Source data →
Content starts
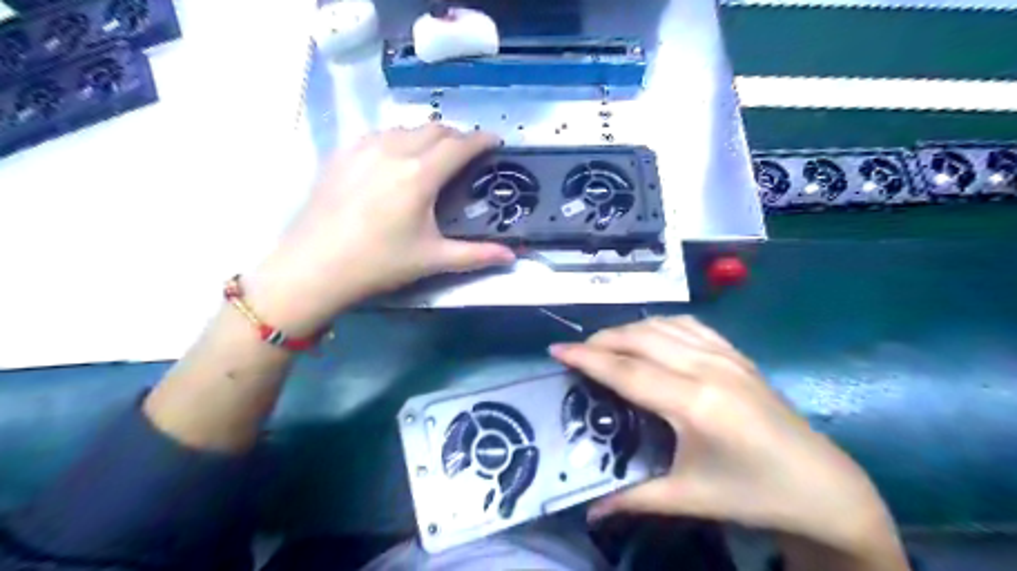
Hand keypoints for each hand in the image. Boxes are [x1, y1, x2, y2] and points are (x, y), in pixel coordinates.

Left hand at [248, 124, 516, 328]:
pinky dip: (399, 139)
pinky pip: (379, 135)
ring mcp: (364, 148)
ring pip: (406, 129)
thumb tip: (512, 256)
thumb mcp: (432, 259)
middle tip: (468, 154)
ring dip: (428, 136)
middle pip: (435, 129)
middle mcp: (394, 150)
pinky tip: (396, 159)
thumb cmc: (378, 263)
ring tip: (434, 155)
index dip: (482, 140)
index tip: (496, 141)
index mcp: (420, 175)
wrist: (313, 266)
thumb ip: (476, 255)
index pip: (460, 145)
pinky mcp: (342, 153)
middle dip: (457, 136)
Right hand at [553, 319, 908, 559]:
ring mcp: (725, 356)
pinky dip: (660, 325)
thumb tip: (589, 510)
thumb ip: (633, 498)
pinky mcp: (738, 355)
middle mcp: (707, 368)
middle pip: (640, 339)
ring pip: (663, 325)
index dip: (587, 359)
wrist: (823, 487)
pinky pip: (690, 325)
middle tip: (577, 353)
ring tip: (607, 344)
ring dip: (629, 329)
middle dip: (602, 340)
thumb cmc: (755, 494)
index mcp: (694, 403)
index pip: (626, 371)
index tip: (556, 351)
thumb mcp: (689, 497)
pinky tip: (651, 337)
Content ends
Your instructions → The job here is to find each line above with the word "ring" and copy it.

Problem solution →
ring mcp: (364, 148)
ring pip: (406, 129)
ring dip: (428, 136)
ring tip: (434, 155)
ring mcp: (725, 356)
ring pip: (663, 325)
ring tip: (607, 344)
ring dip: (629, 329)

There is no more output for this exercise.